This project is supported in part by an award from the National Endowment for the Arts. Additional support is provided by the Nathan Cummings Foundation, New Orleans Jazz & Heritage Festival and Foundation, Art4Moore Foundation, and the Sewing Machine Project.

Thursday, June 26, 2008

Taking A Break

Students take a break from sewing to learn ceramics with MaPo Kinnord-Payton. MaPo is an associate professor of art and departmental chair at Xavier University. She is just back from a trip to Ghana where she has worked for several years now on clay projects and to help build kilns.

Thanks Again to Margaret and the Sewing Machine Project

Here are some more images of students putting the finishing touches on their "Downtown" style sewing projects - this time with the help of some sewing machines donated to us by our good friend Margaret Jankowski and her Sewing Machine Project. Thanks again Margaret!

Wednesday, June 25, 2008

"Downtown" Style Projects Near Completion

Here are some images of "Downtown" style projects that are nearing completion. More to come.

Let's Dance

Ausettua AmorAmenkum, Director of Kumbuka African Dance & Drum Collective, stopped by this past Friday to teach students a few dance moves. She helped them see the link between dances that are familiar to them as New Orleanians and African and Caribbean dances. Assettua also masks as a Mardi Gras Indian Queen.

Kumbuka African Drum & Dance Collective is dedicated to the preservation of African and African-American folklore through the medium of dance, music and song. Kumbuka consists of fifteen men, women, and children, ranging in ages from 9 to 55. This collection of artists are dancers, musicians, jewelers, drum makers, and costume designers. These artists have studied extensively in Senegal, Ghana, Guinea, New York, Washington, D.C., Chicago and St. Louis. Kumbuka's objectives whenever performing are to increase knowledge of African culture, demonstrate the significance that African culture has in elevating self-esteem, self-view, and self-knowledge of young persons, familiarize the audience with rhythms, music, and movement, and strengthen ability, stamina, flexibility, and agility. The repertoire consists of dances from Senegal, Guinea, Ghana, Mali, Nigeria, Congo, Kenya, South Africa, Haiti, and New Orleans.

Tuesday, June 17, 2008

Sewing Continues

Students continue to make progress toward completing their "Downtown" style sewing projects. Check back next week to see the finished pieces.

Here It Is

Here's the finished papier mache skull. Very scary!

Monday, June 16, 2008

Them Bones

Filmmaker Royce Osborn took time out today from his role as our documentarian to lead the students in several activities related to New Orleans' skull and bone gangs, another local Black Carnival tradition. Royce has masked for several years now with a neighborhood bone gang.
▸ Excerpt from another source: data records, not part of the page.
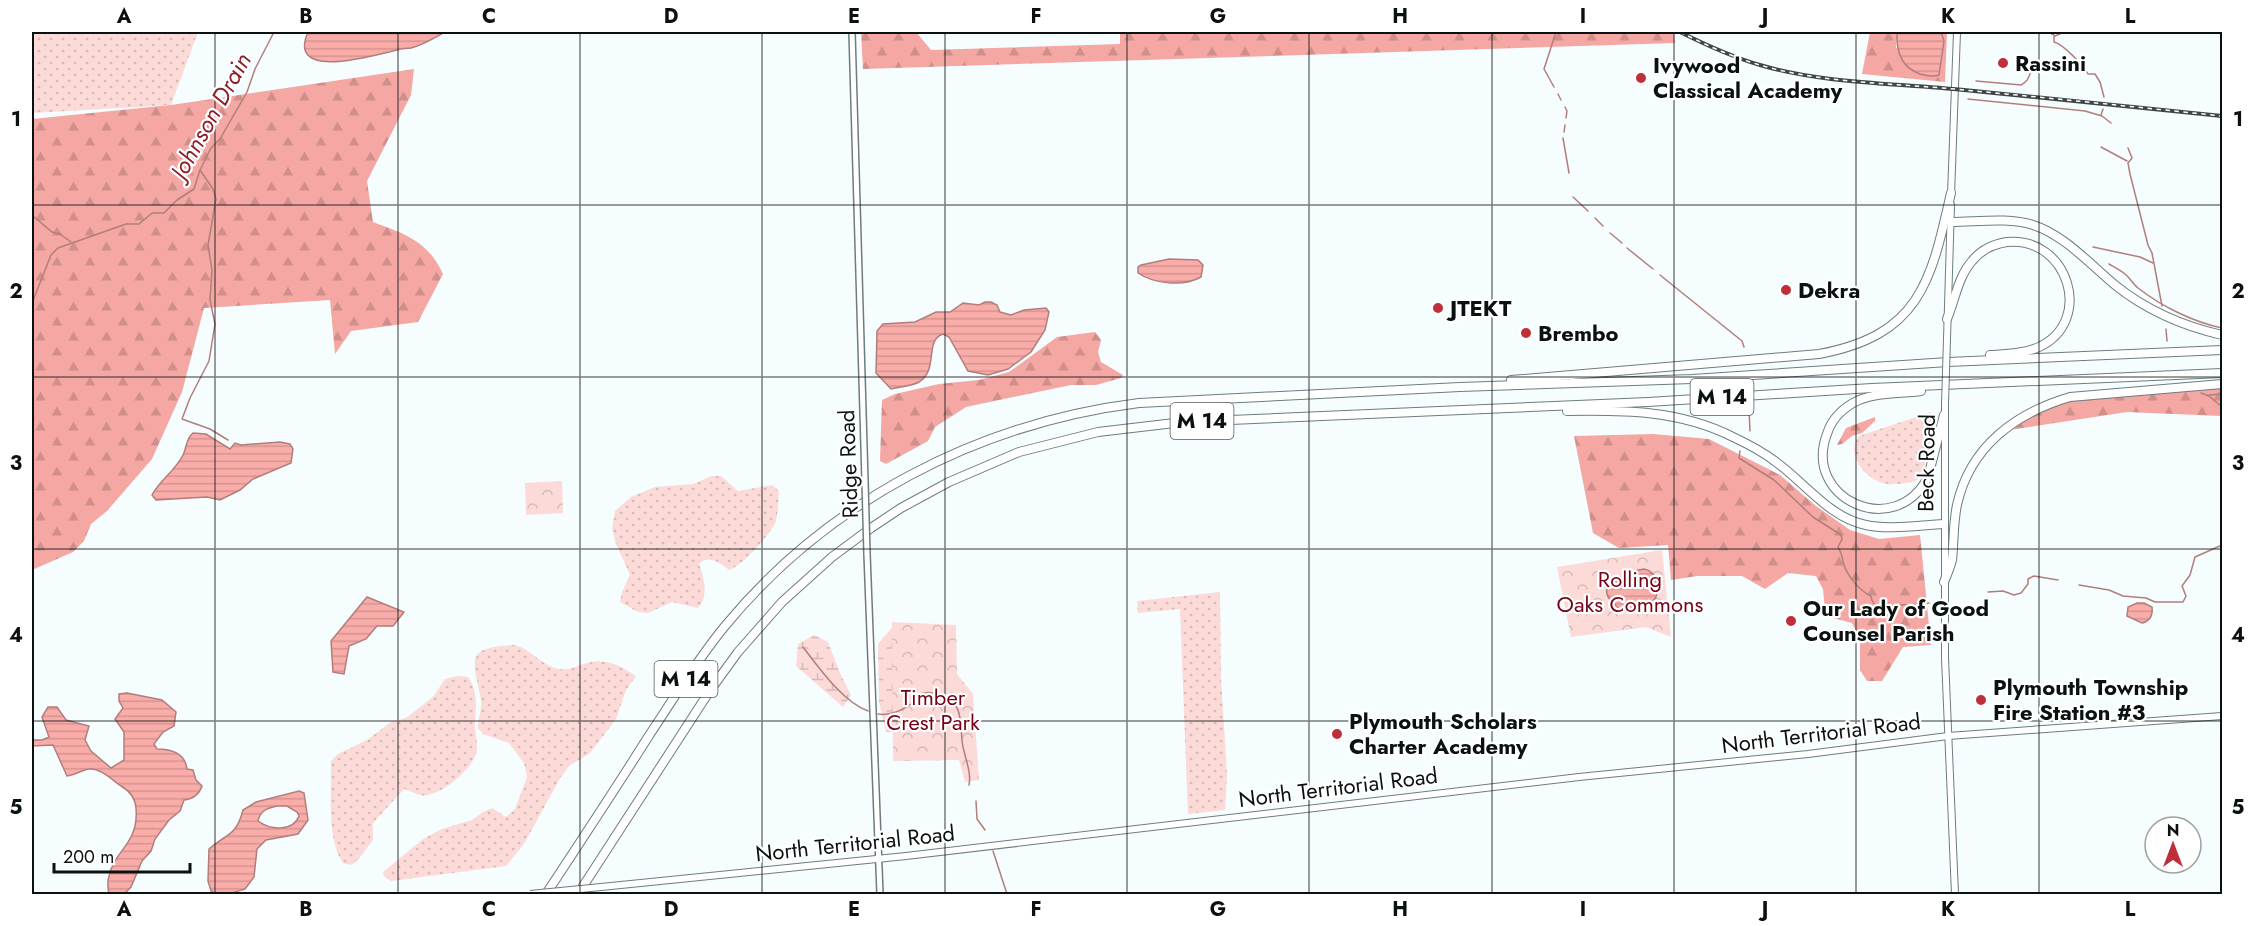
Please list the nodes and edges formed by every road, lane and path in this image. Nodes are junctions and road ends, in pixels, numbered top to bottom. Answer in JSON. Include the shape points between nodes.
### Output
{"nodes":[{"id":1,"x":852,"y":32,"type":"edge"},
{"id":2,"x":1957,"y":32,"type":"edge"},
{"id":3,"x":1951,"y":193,"type":"junction"},
{"id":4,"x":1951,"y":222,"type":"junction"},
{"id":5,"x":1947,"y":320,"type":"junction"},
{"id":6,"x":2223,"y":335,"type":"edge"},
{"id":7,"x":2223,"y":350,"type":"edge"},
{"id":8,"x":1948,"y":362,"type":"junction"},
{"id":9,"x":2223,"y":373,"type":"edge"},
{"id":10,"x":2223,"y":384,"type":"edge"},
{"id":11,"x":1960,"y":385,"type":"junction"},
{"id":12,"x":1460,"y":387,"type":"junction"},
{"id":13,"x":1485,"y":408,"type":"junction"},
{"id":14,"x":1944,"y":415,"type":"junction"},
{"id":15,"x":1944,"y":524,"type":"junction"},
{"id":16,"x":1944,"y":582,"type":"junction"},
{"id":17,"x":2223,"y":716,"type":"edge"},
{"id":18,"x":1948,"y":736,"type":"junction"},
{"id":19,"x":879,"y":858,"type":"junction"},
{"id":20,"x":530,"y":894,"type":"edge"},
{"id":21,"x":546,"y":894,"type":"edge"},
{"id":22,"x":578,"y":894,"type":"edge"},
{"id":23,"x":880,"y":894,"type":"edge"},
{"id":24,"x":1955,"y":894,"type":"edge"}],
"edges":[{"from":1,"to":19,"type":"street","name":"Ridge Road","bridge":true},
{"from":2,"to":3,"type":"main road","name":"Beck Road"},
{"from":3,"to":4,"type":"main road","name":"Beck Road"},
{"from":3,"to":12,"type":"highway","via":[[1933,267],[1918,298],[1869,339],[1819,354]]},
{"from":4,"to":5,"type":"main road","name":"Beck Road"},
{"from":4,"to":6,"type":"highway","via":[[2034,225],[2060,239],[2143,304],[2178,322]]},
{"from":5,"to":8,"type":"highway","via":[[1969,265],[1980,253],[1998,244],[2021,242],[2041,249],[2055,259],[2066,279],[2066,317],[2043,344],[2016,354]]},
{"from":5,"to":14,"type":"main road","name":"Beck Road","bridge":true},
{"from":7,"to":8,"type":"highway","number":"M 14"},
{"from":8,"to":12,"type":"highway","number":"M 14","via":[[1692,379]]},
{"from":9,"to":11,"type":"highway","number":"M 14"},
{"from":10,"to":16,"type":"highway","via":[[2070,397],[2018,418],[1988,445],[1964,485],[1952,530],[1952,561]]},
{"from":11,"to":13,"type":"highway","number":"M 14"},
{"from":11,"to":14,"type":"highway","via":[[1854,402],[1834,420],[1824,441],[1823,461],[1830,482],[1847,500],[1865,508],[1887,509],[1907,501],[1928,477]]},
{"from":12,"to":21,"type":"highway","number":"M 14","via":[[1122,405],[1090,410],[1025,426],[957,451],[912,474],[821,533],[740,609],[692,670]]},
{"from":13,"to":15,"type":"highway","via":[[1620,410],[1681,418],[1712,427],[1755,449],[1847,519],[1871,526]]},
{"from":13,"to":22,"type":"highway","number":"M 14","via":[[1123,428],[1019,452],[926,494],[832,557],[753,634],[709,692]]},
{"from":14,"to":15,"type":"main road","name":"Beck Road"},
{"from":15,"to":16,"type":"main road","name":"Beck Road"},
{"from":16,"to":18,"type":"main road","name":"Beck Road"},
{"from":17,"to":18,"type":"main road","name":"North Territorial Road"},
{"from":18,"to":19,"type":"main road","name":"North Territorial Road"},
{"from":18,"to":24,"type":"main road","name":"Beck Road"},
{"from":19,"to":20,"type":"main road","name":"North Territorial Road","bridge":true},
{"from":19,"to":23,"type":"street","name":"Ridge Road"}]}
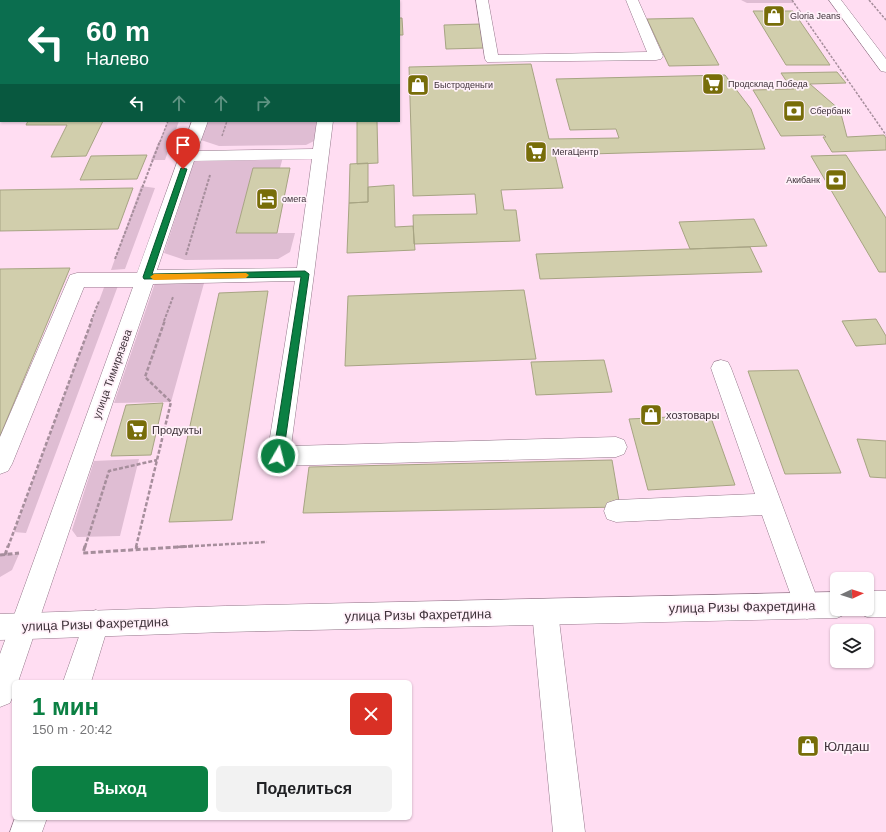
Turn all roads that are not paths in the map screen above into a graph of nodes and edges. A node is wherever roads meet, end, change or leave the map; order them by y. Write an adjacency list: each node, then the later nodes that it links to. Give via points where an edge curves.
1 (482, 0): 2 (main road, via 492,59 656,56)
2 (632, 0)
3 (835, 0): 4 (main road)
4 (886, 68)
5 (200, 122): 8 (main road, улица Тимирязева)
6 (325, 122): 7 (main road)
7 (320, 154): 8 (main road); 9 (main road)
8 (188, 156): 10 (main road, улица Тимирязева)
9 (305, 274): 10 (main road); 12 (main road, via 278,456)
10 (146, 278): 13 (main road, via 78,280); 22 (main road, улица Тимирязева)
11 (721, 368): 14 (main road)
12 (616, 447)
13 (0, 464)
14 (770, 504): 15 (main road); 19 (main road)
15 (616, 511)
16 (874, 604): 17 (main road)
17 (886, 604)
18 (830, 605): 19 (main road, улица Ризы Фахретдина)
19 (807, 606): 20 (main road, улица Ризы Фахретдина)
20 (546, 612): 21 (main road, улица Ризы Фахретдина); 27 (main road)
21 (96, 623): 22 (main road, улица Ризы Фахретдина); 23 (main road)
22 (11, 627): 24 (main road, улица Тимирязева)
23 (77, 680)
24 (0, 693)
25 (30, 820): 26 (main road)
26 (26, 832)
27 (569, 832)

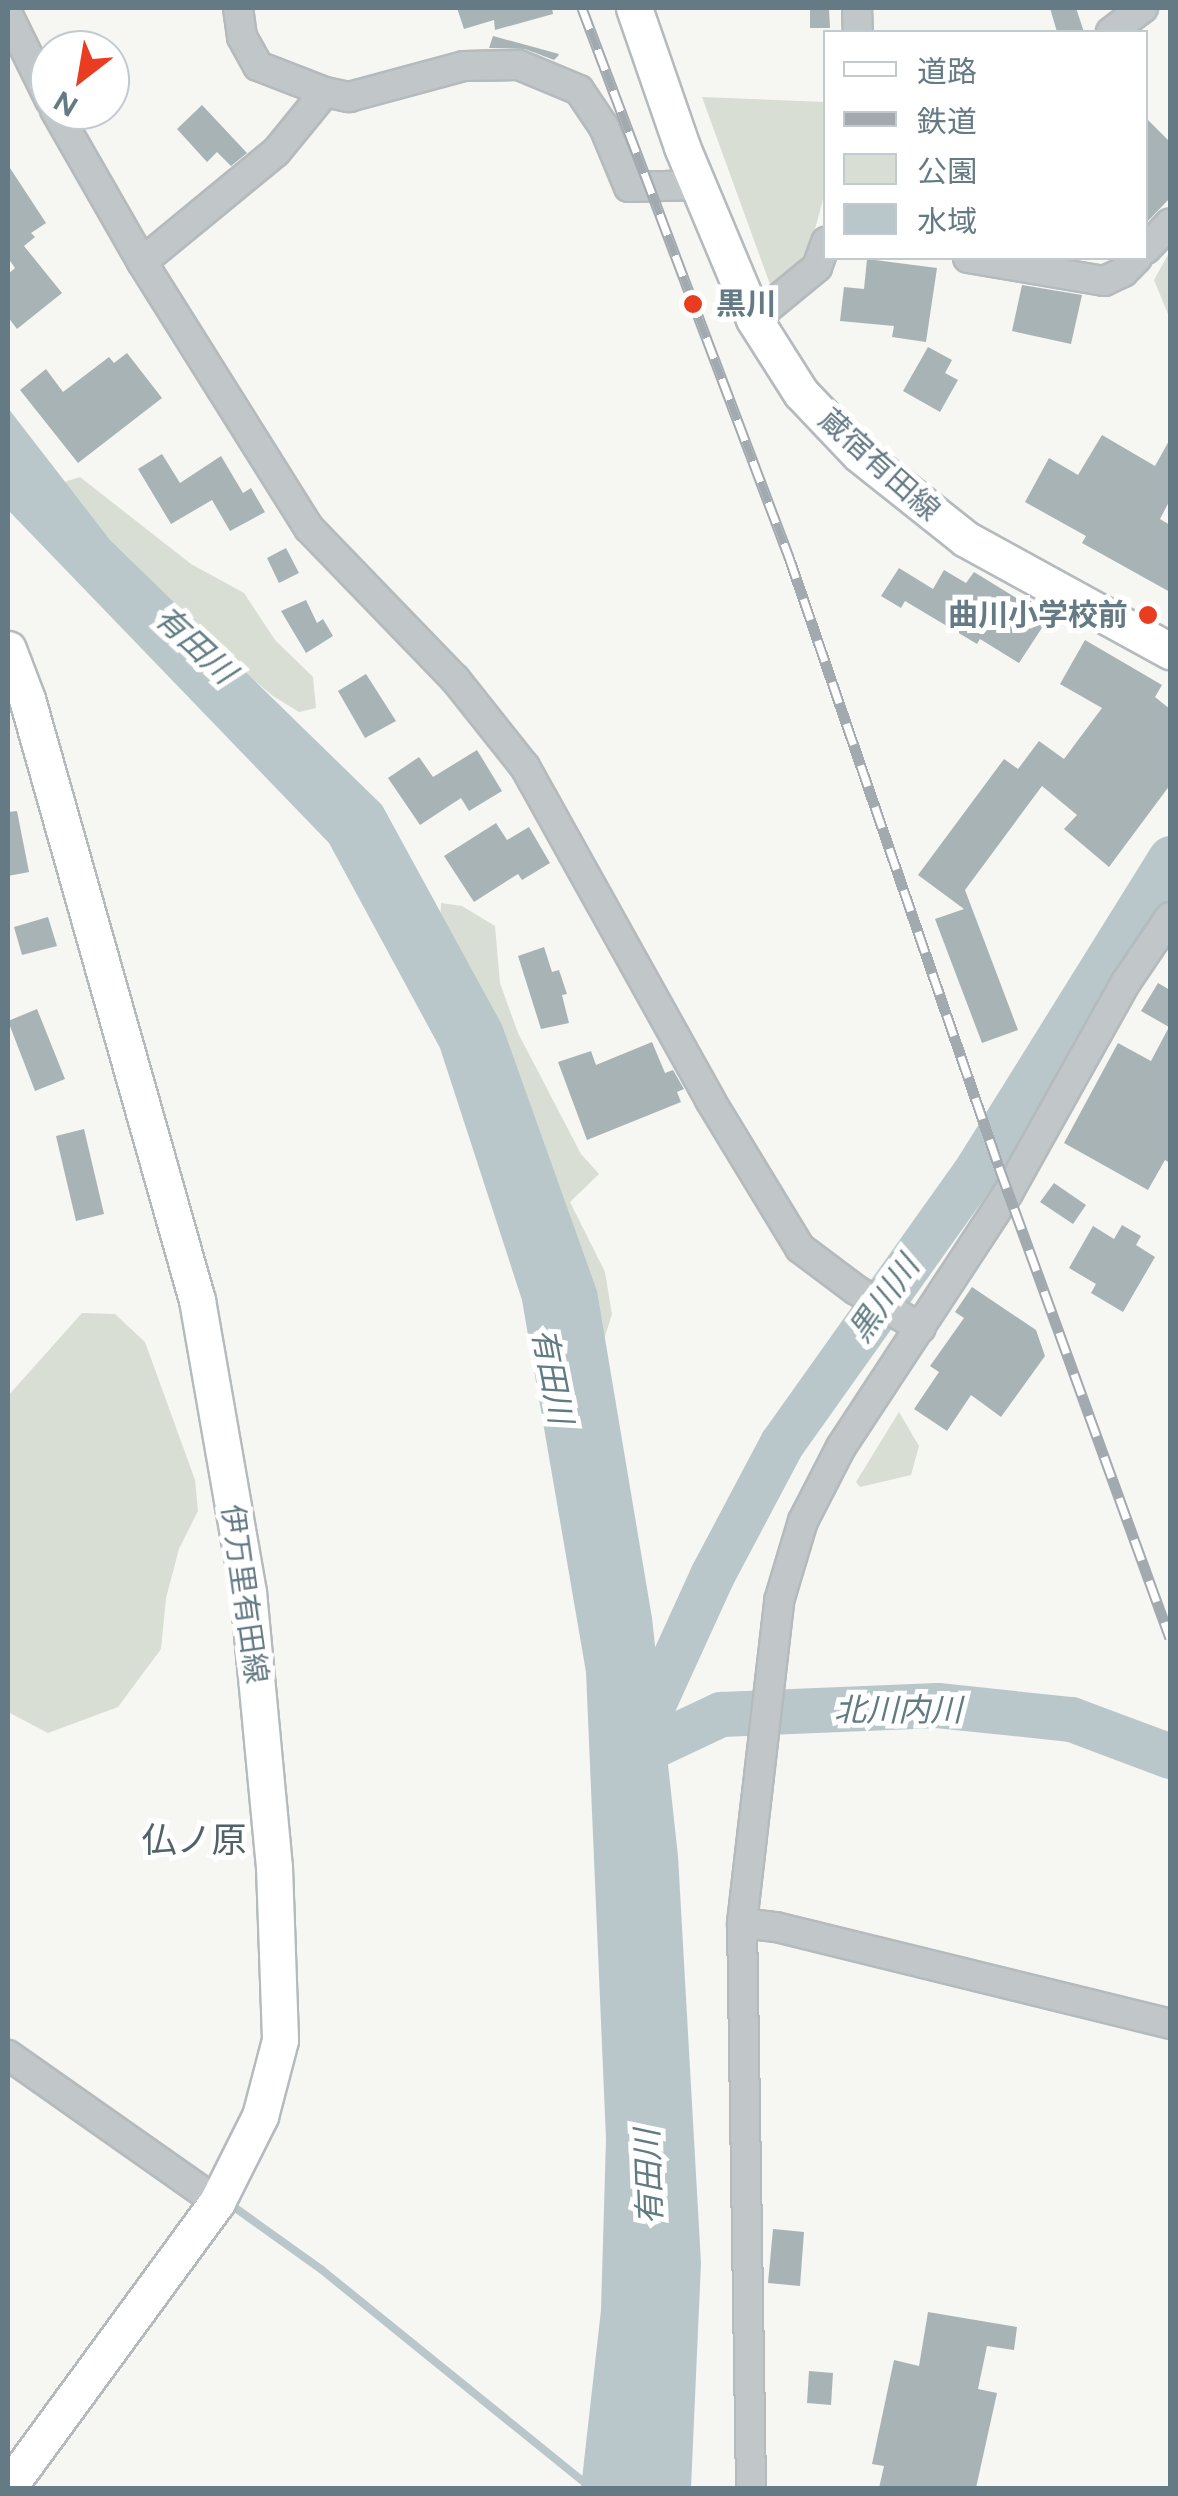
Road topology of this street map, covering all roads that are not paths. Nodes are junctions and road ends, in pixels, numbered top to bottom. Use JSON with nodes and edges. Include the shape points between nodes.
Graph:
{"nodes":[{"id":1,"x":238,"y":8,"type":"edge"},
{"id":2,"x":634,"y":8,"type":"edge"},
{"id":3,"x":1143,"y":8,"type":"edge"},
{"id":4,"x":8,"y":14,"type":"edge"},
{"id":5,"x":1113,"y":30,"type":"edge"},
{"id":6,"x":30,"y":59,"type":"edge"},
{"id":7,"x":325,"y":92,"type":"junction"},
{"id":8,"x":66,"y":130,"type":"edge"},
{"id":9,"x":699,"y":185,"type":"junction"},
{"id":10,"x":1170,"y":223,"type":"edge"},
{"id":11,"x":1148,"y":247,"type":"edge"},
{"id":12,"x":823,"y":250,"type":"edge"},
{"id":13,"x":980,"y":260,"type":"edge"},
{"id":14,"x":1135,"y":260,"type":"edge"},
{"id":15,"x":142,"y":262,"type":"junction"},
{"id":16,"x":754,"y":318,"type":"junction"},
{"id":17,"x":8,"y":648,"type":"edge"},
{"id":18,"x":1170,"y":651,"type":"edge"},
{"id":19,"x":1170,"y":917,"type":"edge"},
{"id":20,"x":917,"y":1324,"type":"junction"},
{"id":21,"x":742,"y":1922,"type":"junction"},
{"id":22,"x":1170,"y":2024,"type":"edge"},
{"id":23,"x":8,"y":2055,"type":"edge"},
{"id":24,"x":217,"y":2202,"type":"junction"},
{"id":25,"x":8,"y":2488,"type":"edge"},
{"id":26,"x":751,"y":2488,"type":"edge"}],
"edges":[{"from":1,"to":7,"type":"street","via":[[242,38],[258,66]]},
{"from":2,"to":9,"type":"main road","name":"蔵宿有田線"},
{"from":3,"to":5,"type":"street"},
{"from":4,"to":6,"type":"street"},
{"from":7,"to":9,"type":"street","via":[[349,97],[464,66],[519,66],[579,90],[604,126],[629,187]]},
{"from":7,"to":15,"type":"street","via":[[276,152]]},
{"from":8,"to":15,"type":"street"},
{"from":9,"to":16,"type":"main road","name":"蔵宿有田線"},
{"from":10,"to":11,"type":"street"},
{"from":12,"to":16,"type":"street","via":[[817,267]]},
{"from":13,"to":14,"type":"street","via":[[1104,281]]},
{"from":15,"to":20,"type":"street","via":[[309,528],[456,679],[525,767],[800,1248]]},
{"from":16,"to":18,"type":"main road","name":"蔵宿有田線","via":[[802,393],[908,498],[966,539]]},
{"from":17,"to":24,"type":"main road","name":"伊万里有田線","via":[[197,1300],[248,1592],[274,1867],[280,2040],[260,2116]]},
{"from":19,"to":20,"type":"street","via":[[1126,982],[1008,1194]]},
{"from":20,"to":21,"type":"street","via":[[802,1521],[779,1601]]},
{"from":21,"to":22,"type":"street"},
{"from":21,"to":26,"type":"street"},
{"from":23,"to":24,"type":"street"},
{"from":24,"to":25,"type":"main road","name":"伊万里有田線"}]}
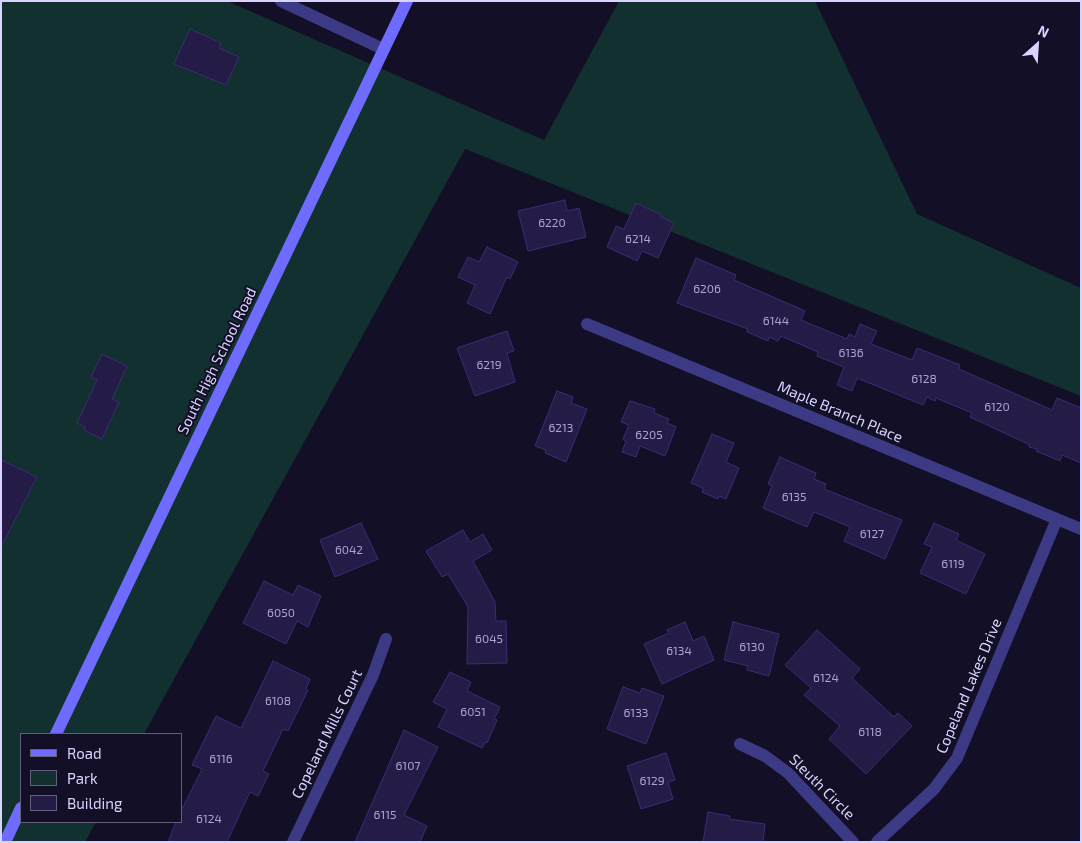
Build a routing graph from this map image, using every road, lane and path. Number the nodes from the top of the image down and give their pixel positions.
1 (281, 1) edge
2 (407, 1) edge
3 (383, 50) junction
4 (587, 324) dead end
5 (1057, 519) junction
6 (1081, 529) edge
7 (386, 639) dead end
8 (56, 733) edge
9 (740, 744) dead end
10 (20, 810) edge
11 (5, 842) edge
12 (293, 842) edge
13 (853, 842) edge
14 (877, 842) edge

1 - 3 street
2 - 3 main road, South High School Road
3 - 8 main road, South High School Road
4 - 5 street, Maple Branch Place
5 - 6 street, Maple Branch Place
5 - 14 street, Copeland Lakes Drive
7 - 12 street, Copeland Mills Court
9 - 13 street, Sleuth Circle
10 - 11 main road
First, the students were treated to a surprise visit and performance by two skeletons, after which they were able to try on the skeleton costumes. Next, they worked individually to create designs for bone gang aprons. Finally, they worked collaboratively to create the same type of papier mache skull worn by members of the bone gangs. The skull is still drying and will be painted tomorrow. More to come.

Thursday, June 12, 2008

Students Customize and Print Their Program T-Shirts

Students have customized and printed their own t-shirts to be worn on field trip days and kept as a memento of the summer. Each shirt has the intensive's logo on the front, but is distinguished by having the student's custom design on the back. Three graduate students from from the Public Practice program at Otis College of Art and Design (thanks Candy, Kate, and Andy) led a silkscreening workshop for students where they worked out their design ideas, first on paper then on the computer, and learned about the steps that comprise the silkscreening process. Xavier art professor Ron Bechet then walked students through how to do the final printing of the t-shirts using the silkscreening equipment in the art department's printmaking studio.

Friday, June 6, 2008

Field Trip to Mardi Gras World

Today was our first field trip day for 2008. We went to Mardi Gras World for an inside look at how floats are made for the city's many mainline Carnival krewes, including Rex, Endymion, Bacchus, and Orpheus. Students began the tour by trying on an assortment of Carnival costumes. They then watched a short film on the history of mainline Mardi Gras, after which they were served king cake, a traditional Carnival season treat. Later, Ms. Lynn, our tour guide, led everyone through Mardi Gras World to see the paint and carpentry shop where artists build and decorate floats as well as the float storage areas.